Par Matthias Ribeiro

Joueur clivant d’un club qui déchaîne les passions, Leonardo Balerdi catalyse régulièrement les critiques de la sphère marseillaise, souvent impitoyable. Avant de se déplacer à Lens samedi soir pour jouer une grosse partie de la saison de l’OM, l’heure est à la consultation pour le mal-aimé phocéen.

05 Leonardo Julian BALERDI ROSA (om) during the Ligue 1 Uber Eats match between Marseille and Lens at Orange Velodrome on October 22, 2022 in Marseille, France. (Photo by Philippe Lecoeur/FEP/Icon Sport) - Photo by Icon sport
05 Leonardo Julian BALERDI ROSA (om) during the Ligue 1 Uber Eats match between Marseille and Lens at Orange Velodrome on October 22, 2022 in Marseille, France. (Photo by Philippe Lecoeur/FEP/Icon Sport) - Photo by Icon sport

Comment un talent précoce qui a grandi dans les plus grandes écuries d’Argentine, d’Allemagne et de France tout en étant couvert de louanges par ses sélectionneurs a-t-il pu devenir le bouc émissaire de tout un club ? Pour le comprendre, une information capitale est à intégrer : la carrière de Leonardo Balerdi est remplie de contradictions.

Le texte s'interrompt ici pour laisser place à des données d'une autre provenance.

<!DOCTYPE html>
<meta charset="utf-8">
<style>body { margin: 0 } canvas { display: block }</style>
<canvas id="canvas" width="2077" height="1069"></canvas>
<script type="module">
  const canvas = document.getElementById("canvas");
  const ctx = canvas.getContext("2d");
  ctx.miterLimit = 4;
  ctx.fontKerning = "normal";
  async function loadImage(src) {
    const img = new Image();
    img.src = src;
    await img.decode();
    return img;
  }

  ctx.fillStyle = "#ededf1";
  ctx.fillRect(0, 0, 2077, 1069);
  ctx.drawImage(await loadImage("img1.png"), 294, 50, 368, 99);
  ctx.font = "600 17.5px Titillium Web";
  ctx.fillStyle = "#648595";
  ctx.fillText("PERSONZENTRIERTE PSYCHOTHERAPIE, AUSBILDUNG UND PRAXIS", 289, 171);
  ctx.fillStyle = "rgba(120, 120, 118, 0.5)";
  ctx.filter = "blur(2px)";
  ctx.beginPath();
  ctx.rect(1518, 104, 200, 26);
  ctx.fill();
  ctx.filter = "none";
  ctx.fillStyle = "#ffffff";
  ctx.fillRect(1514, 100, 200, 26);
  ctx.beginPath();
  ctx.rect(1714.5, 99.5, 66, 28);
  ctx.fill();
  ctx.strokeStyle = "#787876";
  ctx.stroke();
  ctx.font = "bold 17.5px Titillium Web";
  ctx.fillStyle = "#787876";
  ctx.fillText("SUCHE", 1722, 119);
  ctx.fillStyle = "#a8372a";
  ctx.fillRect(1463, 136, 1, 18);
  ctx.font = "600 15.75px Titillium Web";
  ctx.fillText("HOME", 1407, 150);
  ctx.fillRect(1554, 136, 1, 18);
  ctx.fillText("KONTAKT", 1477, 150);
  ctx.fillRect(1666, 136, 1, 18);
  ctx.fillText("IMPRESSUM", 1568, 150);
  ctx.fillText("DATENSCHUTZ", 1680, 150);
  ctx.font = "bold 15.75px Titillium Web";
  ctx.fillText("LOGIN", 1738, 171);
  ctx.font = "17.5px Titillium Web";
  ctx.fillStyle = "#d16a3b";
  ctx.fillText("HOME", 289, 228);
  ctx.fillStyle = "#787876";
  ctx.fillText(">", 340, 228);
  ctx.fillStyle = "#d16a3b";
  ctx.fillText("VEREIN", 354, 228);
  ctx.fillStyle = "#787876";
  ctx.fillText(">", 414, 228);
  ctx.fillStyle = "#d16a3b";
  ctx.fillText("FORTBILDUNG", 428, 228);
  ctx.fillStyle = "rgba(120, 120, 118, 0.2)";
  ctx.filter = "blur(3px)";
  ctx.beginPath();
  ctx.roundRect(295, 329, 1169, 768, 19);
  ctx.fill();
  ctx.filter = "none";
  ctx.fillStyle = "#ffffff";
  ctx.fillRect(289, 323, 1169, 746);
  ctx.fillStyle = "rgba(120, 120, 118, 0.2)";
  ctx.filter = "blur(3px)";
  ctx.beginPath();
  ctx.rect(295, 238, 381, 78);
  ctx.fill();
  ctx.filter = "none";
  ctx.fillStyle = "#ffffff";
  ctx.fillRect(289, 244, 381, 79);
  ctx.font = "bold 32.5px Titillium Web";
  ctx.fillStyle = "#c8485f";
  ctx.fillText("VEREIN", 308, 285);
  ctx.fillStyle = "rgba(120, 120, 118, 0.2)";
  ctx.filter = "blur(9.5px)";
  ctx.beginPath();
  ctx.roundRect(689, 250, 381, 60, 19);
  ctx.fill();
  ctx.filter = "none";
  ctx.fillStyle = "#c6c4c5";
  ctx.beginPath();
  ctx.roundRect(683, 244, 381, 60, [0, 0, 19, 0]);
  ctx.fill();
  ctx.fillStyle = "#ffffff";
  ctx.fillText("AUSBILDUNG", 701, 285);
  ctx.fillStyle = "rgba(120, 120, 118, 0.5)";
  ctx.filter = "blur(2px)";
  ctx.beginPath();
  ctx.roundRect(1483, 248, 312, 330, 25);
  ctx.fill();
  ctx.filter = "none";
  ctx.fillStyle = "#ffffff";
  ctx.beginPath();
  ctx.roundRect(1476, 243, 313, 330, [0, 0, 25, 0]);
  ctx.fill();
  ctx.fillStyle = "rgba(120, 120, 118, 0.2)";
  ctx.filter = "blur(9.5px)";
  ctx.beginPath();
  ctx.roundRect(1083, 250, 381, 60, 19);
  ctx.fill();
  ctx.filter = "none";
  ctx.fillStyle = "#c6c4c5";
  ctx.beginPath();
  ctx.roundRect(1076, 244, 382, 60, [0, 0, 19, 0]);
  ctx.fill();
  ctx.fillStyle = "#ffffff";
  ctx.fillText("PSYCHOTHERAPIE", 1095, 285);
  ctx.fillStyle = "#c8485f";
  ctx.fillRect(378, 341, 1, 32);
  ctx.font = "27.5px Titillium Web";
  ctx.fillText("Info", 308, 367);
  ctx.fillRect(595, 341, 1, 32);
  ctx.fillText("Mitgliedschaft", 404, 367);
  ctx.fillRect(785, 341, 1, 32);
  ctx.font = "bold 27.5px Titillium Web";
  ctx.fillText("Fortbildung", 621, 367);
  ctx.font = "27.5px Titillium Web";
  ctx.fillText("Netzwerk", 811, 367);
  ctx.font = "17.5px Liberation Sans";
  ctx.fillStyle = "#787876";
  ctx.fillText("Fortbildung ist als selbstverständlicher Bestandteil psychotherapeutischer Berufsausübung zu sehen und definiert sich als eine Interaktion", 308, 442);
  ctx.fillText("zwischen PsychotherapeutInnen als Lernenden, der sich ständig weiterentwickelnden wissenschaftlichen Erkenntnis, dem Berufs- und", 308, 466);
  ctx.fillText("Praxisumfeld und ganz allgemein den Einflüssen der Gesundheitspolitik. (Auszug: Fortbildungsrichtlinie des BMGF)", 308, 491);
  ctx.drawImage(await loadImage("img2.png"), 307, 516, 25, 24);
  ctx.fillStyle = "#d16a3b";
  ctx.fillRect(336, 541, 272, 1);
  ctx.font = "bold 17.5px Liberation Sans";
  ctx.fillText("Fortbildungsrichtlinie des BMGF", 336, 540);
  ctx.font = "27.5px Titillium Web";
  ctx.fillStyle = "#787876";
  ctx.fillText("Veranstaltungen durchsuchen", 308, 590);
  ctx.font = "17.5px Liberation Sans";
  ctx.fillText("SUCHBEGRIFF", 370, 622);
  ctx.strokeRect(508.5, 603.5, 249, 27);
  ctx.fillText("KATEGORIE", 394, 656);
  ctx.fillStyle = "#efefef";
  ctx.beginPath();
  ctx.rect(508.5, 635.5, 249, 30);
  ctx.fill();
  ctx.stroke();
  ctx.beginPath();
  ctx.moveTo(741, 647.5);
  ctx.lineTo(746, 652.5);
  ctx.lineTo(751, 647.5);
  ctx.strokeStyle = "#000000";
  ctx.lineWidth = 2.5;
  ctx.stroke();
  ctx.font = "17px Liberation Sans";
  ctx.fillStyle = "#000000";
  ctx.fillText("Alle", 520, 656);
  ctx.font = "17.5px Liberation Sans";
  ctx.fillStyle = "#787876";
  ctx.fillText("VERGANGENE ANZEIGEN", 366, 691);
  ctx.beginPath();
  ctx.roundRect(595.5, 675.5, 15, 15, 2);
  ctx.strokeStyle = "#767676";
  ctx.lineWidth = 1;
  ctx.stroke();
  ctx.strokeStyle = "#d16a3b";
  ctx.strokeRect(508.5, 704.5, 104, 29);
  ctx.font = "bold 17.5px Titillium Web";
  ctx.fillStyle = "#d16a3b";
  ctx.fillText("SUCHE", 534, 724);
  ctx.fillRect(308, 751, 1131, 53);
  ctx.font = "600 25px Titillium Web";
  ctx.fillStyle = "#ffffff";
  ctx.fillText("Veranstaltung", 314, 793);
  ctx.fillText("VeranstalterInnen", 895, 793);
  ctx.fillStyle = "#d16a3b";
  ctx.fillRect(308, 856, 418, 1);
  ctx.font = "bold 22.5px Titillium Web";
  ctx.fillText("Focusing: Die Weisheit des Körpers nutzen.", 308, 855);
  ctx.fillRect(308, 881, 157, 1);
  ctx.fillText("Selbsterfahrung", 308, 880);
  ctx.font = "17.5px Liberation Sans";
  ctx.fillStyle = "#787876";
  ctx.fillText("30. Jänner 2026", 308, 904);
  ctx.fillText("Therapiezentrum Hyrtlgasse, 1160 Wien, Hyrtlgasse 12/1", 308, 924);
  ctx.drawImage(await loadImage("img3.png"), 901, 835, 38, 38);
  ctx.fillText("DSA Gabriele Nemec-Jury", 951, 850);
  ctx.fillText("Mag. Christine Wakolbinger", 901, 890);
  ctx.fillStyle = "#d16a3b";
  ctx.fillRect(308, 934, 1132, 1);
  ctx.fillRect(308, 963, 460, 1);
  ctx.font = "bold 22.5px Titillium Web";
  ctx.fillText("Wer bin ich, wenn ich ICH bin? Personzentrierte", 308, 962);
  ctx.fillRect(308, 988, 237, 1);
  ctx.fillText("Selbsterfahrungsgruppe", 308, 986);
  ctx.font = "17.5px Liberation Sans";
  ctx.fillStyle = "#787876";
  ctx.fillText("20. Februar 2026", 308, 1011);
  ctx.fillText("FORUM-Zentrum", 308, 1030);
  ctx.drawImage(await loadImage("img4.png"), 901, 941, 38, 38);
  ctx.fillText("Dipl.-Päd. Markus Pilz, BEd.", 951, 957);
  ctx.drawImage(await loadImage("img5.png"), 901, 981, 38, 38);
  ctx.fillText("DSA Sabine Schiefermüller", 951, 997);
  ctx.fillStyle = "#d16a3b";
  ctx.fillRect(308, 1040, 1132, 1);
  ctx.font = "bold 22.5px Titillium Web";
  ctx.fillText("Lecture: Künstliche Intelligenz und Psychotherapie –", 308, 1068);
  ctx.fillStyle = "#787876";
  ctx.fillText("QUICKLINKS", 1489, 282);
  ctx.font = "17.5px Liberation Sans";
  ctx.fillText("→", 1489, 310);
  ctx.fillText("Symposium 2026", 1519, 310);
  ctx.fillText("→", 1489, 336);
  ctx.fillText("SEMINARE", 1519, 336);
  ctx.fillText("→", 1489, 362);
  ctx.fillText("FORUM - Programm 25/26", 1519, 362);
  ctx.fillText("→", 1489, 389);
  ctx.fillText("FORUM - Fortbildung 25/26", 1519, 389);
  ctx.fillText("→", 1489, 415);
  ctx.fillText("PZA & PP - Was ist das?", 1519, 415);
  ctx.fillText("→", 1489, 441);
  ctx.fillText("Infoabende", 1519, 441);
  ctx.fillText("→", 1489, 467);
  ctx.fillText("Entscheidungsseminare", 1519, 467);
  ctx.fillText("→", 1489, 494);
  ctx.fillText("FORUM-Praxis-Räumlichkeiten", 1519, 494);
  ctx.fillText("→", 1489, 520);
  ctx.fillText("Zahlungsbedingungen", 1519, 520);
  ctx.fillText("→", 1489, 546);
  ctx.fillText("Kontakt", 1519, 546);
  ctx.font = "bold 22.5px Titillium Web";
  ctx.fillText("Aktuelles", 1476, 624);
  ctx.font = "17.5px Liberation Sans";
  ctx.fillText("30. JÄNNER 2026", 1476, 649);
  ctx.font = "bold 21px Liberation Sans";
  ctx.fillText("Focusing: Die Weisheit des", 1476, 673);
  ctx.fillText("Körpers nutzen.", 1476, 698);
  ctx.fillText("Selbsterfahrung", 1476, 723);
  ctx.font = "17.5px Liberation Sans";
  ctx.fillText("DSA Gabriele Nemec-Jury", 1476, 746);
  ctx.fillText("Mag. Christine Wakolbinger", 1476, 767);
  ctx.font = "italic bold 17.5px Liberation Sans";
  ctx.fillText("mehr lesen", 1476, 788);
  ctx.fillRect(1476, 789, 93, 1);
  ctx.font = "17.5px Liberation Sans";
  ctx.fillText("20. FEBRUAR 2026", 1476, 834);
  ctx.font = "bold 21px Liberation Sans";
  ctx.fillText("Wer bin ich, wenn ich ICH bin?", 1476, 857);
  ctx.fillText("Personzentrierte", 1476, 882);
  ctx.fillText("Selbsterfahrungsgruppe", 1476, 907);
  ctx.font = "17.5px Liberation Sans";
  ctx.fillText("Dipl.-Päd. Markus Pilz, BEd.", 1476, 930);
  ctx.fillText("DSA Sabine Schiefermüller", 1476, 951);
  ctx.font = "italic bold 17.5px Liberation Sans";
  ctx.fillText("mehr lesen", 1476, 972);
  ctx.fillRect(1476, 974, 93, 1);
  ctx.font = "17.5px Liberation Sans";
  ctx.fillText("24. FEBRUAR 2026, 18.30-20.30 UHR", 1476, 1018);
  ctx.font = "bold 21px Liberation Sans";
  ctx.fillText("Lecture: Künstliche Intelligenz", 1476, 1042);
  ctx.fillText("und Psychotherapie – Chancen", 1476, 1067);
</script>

D’abord milieu offensif en jeune à Villa Mercedes puis à Boca Juniors, c’est comme défenseur central qu’il fera sa place dans le grand monde. Transféré pour 15 millions d’euros à Dortmund en janvier 2019 après une éclosion brutale à 19 ans chez les Xeneizes, il ne disputera que 8 rencontres professionnelles en 18 mois dans la Ruhr. Excellent à l’OM lors du début de saison 2021-2022 sous Jorge Sampaoli entre Luan Peres et William Saliba, il bouclera l’année sur le banc derrière un Duje Ćaleta-Car sorti du placard. Sorti à la 28e minute par Igor Tudor, intraitable début septembre 2022 face à Lille (2-1), il a récemment été préféré à l’immense Chancel Mbemba lors d’un Olympico (1-2) décisif au Groupama Stadium… Capable de briller au duel et à la relance pendant 89 minutes, puis de tout envoyer en l’air en une fraction de seconde, l’Argentin est aussi de ceux qui peuvent déconnecter à tout moment. Une instabilité chronique qui agace à juste titre, mais qui peut aussi s’expliquer par sa très faible expérience au haut niveau avant de débarquer sur le Vieux-Port – 13 matchs en pro seulement. « Je me suis amélioré sur plusieurs aspects. J’ai joué beaucoup de matchs, cela m’a permis de grandir. Comme tout le monde j’ai fait des erreurs et j’ai eu des moments plus bas », témoigne-t-il au moment de revenir sur son parcours récent. Alors fatalement, au moment de s’immiscer dans les débats enflammés entre supporters phocéens, Balerdi fait ressortir l’essence même de ce qu’est l’Olympique de Marseille : un savant cocktail qui mélange exigence, passion et exagération, le tout parfois relevé par un zeste de mauvaise foi.

Dans une mauvaise passe

Si bon nombre de Marseillais ont décidé de couper le cordon avec Leonardo Balerdi sans imaginer quelconque remise en question ou retour en arrière, l’Argentin en est avant tout le premier responsable. Son étrange placement face à Brahimi lors de la déroute contre l’OGC Nice avait même poussé Thierry Henry à le dénigrer en direct sur le plateau d’Amazon Prime. Recevoir les sifflets du Vélodrome lorsqu’on est un défenseur de 24 ans qui affiche toujours un état d’esprit irréprochable est difficile, voire peut-être injuste, mais la réalité est que les flammes se sont déclarées à la suite de certaines bévues commises sur le terrain. Souvent laxiste dans sa façon d’aborder ses prises de balle ou trop peu convaincu dans sa manière de défendre, Balerdi appartient plus à la caste des esthètes argentins parfumés qu’aux morts de faim bouillonnants, ce qui peut surprendre pour un défenseur central. En 2020, pour So Foot, Fernando Batista, ancien sélectionneur des espoirs de l’Albiceleste aujourd’hui à la tête des A du Venezuela était pourtant dithyrambique à son sujet : « Si à 19 ans, tu joues déjà en première division avec Boca Juniors, c’est forcément que tu as quelque chose de différent. » Avec le ballon, le talent et la qualité du garçon sont indéniables. Il est avec Chancel Mbemba le défenseur marseillais le plus à même de faire la différence balle au pied par ses facultés techniques ou mentales. Capable de conduire le ballon, d’éliminer ou de servir, à l’image du milieu qu’il a été durant ses plus jeunes années, Balerdi est un joueur qui ose voir plus loin.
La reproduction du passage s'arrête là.